# Exercise prompt
Only the lines that contain the string "Please" belong in the answer; pull them from the records.

Start of Available records

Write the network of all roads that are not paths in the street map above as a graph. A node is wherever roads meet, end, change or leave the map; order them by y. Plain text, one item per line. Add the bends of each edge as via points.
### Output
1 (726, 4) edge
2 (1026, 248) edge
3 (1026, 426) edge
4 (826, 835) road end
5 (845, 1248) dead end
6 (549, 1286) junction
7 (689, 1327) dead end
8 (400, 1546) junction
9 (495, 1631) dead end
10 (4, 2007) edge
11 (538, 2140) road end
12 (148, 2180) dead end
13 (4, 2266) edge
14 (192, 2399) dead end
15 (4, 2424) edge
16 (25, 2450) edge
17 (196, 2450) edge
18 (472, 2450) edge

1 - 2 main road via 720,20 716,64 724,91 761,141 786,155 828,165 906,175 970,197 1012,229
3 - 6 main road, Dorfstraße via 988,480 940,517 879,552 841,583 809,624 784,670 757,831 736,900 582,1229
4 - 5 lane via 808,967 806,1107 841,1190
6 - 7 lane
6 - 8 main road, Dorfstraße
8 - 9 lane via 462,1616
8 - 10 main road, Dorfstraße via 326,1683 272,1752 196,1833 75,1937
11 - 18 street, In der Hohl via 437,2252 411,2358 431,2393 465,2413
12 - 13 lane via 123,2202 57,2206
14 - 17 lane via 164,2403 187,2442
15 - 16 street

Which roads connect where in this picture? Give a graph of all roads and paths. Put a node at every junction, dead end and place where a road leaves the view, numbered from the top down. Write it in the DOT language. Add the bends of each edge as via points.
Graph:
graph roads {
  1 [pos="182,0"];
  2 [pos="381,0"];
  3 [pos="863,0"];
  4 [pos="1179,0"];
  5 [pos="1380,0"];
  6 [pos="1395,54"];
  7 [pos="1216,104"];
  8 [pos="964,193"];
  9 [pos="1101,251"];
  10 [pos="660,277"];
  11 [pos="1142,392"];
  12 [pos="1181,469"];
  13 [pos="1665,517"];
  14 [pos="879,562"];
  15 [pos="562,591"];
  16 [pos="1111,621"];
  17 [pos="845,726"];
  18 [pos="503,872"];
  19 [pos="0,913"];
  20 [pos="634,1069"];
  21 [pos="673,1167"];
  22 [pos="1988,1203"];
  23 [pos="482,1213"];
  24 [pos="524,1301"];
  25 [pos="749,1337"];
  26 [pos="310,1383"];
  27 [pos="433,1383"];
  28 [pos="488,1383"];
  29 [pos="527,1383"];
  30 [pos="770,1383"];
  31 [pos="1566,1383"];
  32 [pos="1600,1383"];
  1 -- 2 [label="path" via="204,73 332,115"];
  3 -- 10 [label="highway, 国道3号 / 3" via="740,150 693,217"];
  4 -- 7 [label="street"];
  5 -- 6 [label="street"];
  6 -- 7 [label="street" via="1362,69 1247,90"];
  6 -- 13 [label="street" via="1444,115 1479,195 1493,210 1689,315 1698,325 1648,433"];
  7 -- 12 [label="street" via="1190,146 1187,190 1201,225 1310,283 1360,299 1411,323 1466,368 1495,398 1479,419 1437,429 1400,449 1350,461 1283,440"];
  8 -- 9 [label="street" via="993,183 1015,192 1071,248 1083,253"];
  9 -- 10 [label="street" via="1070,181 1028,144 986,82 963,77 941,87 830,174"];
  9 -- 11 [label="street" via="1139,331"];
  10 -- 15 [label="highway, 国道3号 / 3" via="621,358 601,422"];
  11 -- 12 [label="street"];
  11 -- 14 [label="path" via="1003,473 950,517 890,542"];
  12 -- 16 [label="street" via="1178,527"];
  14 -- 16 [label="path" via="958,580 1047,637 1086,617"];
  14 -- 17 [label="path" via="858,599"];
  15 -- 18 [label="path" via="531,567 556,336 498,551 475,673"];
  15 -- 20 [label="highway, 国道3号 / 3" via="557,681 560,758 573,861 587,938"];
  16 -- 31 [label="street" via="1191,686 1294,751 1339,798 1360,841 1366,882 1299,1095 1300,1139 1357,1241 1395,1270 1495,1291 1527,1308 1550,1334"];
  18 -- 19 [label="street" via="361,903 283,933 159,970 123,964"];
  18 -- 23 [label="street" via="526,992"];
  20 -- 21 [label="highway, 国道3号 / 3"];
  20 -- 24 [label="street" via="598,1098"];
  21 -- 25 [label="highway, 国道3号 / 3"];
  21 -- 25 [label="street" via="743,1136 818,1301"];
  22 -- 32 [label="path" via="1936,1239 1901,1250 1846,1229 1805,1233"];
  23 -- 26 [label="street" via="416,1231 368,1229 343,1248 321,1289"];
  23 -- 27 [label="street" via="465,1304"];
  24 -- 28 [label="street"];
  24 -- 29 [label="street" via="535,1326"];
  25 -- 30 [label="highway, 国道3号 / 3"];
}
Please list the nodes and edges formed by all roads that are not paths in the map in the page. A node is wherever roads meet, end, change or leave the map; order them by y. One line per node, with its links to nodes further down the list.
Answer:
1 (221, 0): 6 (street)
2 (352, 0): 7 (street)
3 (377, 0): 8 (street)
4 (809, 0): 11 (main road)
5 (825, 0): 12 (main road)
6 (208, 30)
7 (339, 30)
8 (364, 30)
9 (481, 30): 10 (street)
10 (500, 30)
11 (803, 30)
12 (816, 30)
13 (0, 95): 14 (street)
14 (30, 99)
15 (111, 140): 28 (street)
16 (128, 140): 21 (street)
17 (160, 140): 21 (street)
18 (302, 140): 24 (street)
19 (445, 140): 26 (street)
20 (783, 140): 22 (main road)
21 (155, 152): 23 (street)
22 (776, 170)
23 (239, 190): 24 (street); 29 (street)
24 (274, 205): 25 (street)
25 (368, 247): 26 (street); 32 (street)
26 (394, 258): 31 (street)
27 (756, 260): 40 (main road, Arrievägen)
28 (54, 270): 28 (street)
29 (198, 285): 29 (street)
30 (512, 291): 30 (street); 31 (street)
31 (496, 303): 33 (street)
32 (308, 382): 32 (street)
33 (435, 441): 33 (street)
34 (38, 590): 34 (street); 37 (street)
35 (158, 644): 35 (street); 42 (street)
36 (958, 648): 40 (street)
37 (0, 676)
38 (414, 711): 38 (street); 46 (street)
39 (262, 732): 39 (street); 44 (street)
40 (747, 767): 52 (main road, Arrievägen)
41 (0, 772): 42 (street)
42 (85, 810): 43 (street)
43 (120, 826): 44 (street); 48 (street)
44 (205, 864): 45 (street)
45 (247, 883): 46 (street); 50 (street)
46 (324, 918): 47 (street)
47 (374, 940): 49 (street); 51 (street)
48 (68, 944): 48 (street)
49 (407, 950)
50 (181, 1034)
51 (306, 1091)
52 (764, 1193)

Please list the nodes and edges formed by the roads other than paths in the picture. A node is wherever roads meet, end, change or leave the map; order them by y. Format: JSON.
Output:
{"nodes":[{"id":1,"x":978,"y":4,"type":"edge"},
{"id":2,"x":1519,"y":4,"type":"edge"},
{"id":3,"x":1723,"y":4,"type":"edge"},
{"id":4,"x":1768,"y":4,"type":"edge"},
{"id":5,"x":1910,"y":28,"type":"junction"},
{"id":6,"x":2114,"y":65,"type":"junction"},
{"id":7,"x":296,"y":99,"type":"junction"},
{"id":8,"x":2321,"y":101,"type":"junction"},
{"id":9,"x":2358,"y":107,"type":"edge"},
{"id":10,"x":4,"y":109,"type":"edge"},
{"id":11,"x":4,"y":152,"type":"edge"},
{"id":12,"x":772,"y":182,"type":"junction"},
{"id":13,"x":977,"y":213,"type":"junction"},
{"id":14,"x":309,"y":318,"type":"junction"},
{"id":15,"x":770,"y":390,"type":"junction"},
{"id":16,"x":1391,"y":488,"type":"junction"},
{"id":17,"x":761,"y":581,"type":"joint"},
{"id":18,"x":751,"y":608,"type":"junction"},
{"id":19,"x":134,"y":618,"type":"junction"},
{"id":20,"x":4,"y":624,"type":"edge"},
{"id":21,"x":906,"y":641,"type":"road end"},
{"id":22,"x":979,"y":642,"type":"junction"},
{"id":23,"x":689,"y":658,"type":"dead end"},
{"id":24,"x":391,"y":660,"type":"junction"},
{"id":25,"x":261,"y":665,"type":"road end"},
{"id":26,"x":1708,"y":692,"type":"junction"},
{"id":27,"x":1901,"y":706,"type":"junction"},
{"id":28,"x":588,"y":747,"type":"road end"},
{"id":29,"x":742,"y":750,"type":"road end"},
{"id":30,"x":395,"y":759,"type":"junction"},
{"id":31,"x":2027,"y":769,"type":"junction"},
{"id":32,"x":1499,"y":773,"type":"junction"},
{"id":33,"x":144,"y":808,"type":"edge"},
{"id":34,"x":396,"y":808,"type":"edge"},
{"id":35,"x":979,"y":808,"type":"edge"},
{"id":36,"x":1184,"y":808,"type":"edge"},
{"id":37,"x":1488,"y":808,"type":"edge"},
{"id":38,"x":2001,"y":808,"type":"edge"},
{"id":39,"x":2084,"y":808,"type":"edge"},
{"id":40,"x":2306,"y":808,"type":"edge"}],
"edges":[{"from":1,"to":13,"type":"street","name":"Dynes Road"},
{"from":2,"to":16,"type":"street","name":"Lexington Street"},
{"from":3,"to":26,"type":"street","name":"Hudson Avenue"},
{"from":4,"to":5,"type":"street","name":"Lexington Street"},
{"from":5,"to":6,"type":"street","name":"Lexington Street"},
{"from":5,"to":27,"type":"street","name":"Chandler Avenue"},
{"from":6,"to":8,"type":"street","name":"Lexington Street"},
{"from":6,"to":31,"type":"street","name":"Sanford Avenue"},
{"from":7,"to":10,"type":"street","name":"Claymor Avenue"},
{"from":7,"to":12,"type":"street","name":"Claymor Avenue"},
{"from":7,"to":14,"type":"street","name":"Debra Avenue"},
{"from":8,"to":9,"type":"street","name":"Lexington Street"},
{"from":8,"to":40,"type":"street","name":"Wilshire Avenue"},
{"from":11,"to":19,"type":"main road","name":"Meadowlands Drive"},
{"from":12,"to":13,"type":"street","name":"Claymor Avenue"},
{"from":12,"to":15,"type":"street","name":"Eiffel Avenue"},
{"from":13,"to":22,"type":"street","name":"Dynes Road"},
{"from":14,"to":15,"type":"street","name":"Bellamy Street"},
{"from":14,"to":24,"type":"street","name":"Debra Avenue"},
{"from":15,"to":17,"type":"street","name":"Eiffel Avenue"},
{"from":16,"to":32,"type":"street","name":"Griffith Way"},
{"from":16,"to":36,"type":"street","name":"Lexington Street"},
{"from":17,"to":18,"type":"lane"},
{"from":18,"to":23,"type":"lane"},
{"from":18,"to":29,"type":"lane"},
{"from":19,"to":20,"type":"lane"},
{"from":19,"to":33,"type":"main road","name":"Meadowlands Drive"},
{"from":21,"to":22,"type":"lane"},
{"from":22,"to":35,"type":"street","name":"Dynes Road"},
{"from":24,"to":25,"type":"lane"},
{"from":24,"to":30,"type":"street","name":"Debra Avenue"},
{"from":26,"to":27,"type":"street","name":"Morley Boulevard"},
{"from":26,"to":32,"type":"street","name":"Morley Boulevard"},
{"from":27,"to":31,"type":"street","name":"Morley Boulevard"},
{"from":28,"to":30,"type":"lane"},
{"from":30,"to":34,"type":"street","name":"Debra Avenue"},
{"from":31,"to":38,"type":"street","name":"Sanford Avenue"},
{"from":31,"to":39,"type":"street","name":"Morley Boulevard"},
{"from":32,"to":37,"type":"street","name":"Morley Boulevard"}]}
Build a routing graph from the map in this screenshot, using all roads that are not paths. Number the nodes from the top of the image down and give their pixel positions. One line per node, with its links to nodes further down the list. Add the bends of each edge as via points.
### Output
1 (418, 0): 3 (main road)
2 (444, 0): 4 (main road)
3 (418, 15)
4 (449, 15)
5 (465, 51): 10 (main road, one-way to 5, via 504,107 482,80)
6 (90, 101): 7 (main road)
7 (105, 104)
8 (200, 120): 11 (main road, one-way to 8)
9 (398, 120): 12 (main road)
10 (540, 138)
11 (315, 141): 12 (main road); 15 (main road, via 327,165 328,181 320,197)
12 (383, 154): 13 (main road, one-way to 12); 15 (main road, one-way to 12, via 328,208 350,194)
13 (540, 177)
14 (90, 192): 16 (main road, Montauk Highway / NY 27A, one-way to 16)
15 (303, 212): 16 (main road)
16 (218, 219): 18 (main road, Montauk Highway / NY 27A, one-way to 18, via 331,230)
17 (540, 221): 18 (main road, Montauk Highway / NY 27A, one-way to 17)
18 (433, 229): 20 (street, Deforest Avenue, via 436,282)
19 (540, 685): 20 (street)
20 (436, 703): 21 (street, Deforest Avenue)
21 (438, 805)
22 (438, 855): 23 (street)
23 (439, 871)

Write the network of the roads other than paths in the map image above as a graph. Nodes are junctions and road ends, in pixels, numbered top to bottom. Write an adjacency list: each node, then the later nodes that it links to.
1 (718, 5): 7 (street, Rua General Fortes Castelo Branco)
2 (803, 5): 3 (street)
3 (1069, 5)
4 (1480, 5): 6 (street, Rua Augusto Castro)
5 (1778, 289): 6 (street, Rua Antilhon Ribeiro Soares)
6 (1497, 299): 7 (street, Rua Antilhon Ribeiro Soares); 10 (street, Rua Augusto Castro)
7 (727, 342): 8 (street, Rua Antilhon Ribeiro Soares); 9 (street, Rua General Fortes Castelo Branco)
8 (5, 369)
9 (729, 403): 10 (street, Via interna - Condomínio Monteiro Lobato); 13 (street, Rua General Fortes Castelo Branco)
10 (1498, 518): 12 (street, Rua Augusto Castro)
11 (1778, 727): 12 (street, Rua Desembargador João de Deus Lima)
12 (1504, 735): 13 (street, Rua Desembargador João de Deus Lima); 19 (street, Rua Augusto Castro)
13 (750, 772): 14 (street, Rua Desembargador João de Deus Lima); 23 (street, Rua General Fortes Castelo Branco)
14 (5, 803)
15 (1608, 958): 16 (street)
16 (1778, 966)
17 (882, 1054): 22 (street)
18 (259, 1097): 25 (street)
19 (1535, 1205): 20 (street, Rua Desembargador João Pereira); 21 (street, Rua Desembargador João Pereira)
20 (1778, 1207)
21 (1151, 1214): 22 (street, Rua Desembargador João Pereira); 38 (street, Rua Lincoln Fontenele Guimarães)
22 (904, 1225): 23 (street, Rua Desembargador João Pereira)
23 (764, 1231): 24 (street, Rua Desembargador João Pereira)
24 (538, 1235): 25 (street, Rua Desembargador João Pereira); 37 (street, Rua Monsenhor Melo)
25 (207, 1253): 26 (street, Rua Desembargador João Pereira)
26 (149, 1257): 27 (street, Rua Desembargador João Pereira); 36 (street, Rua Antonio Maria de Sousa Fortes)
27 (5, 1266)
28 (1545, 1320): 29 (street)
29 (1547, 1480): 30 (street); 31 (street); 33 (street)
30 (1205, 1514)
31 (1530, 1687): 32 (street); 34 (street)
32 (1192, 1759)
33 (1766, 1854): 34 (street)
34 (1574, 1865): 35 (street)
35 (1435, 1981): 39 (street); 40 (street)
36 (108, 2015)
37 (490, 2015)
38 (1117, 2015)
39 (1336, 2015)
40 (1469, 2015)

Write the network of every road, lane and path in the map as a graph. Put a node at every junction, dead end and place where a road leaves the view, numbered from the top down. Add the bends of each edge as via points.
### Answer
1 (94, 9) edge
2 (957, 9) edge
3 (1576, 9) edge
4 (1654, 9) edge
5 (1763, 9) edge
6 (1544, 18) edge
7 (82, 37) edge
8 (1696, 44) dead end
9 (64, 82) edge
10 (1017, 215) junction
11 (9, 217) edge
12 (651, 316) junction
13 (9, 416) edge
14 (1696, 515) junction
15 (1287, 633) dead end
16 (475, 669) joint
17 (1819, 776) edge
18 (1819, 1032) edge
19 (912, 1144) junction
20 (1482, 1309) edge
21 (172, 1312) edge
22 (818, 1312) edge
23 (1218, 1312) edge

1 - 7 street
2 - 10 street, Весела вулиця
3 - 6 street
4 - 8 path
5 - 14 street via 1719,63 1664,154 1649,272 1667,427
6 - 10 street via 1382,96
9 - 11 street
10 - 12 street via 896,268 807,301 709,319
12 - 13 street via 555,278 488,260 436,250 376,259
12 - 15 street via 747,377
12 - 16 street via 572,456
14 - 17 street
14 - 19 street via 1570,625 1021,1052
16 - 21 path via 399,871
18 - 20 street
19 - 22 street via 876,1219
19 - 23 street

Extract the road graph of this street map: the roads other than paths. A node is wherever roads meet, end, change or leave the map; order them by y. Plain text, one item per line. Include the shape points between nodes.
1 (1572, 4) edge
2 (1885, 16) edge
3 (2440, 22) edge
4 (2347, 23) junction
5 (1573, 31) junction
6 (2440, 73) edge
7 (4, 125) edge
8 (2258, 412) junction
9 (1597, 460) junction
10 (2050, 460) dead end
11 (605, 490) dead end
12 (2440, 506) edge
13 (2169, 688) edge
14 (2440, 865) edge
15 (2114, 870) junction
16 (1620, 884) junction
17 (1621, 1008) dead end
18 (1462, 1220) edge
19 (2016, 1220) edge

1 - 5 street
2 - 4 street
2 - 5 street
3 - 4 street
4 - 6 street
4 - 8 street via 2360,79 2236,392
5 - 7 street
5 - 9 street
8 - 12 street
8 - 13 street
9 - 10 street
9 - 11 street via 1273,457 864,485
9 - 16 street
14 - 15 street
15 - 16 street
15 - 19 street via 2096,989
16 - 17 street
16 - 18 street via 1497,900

End of Available records

# Solved problem
Please list the nodes and edges formed by all roads that are not paths in the map in the page. A node is wherever roads meet, end, change or leave the map; order them by y. One line per node, with its links to nodes further down the list.
Please list the nodes and edges formed by the roads other than paths in the picture. A node is wherever roads meet, end, change or leave the map; order them by y. Format: JSON.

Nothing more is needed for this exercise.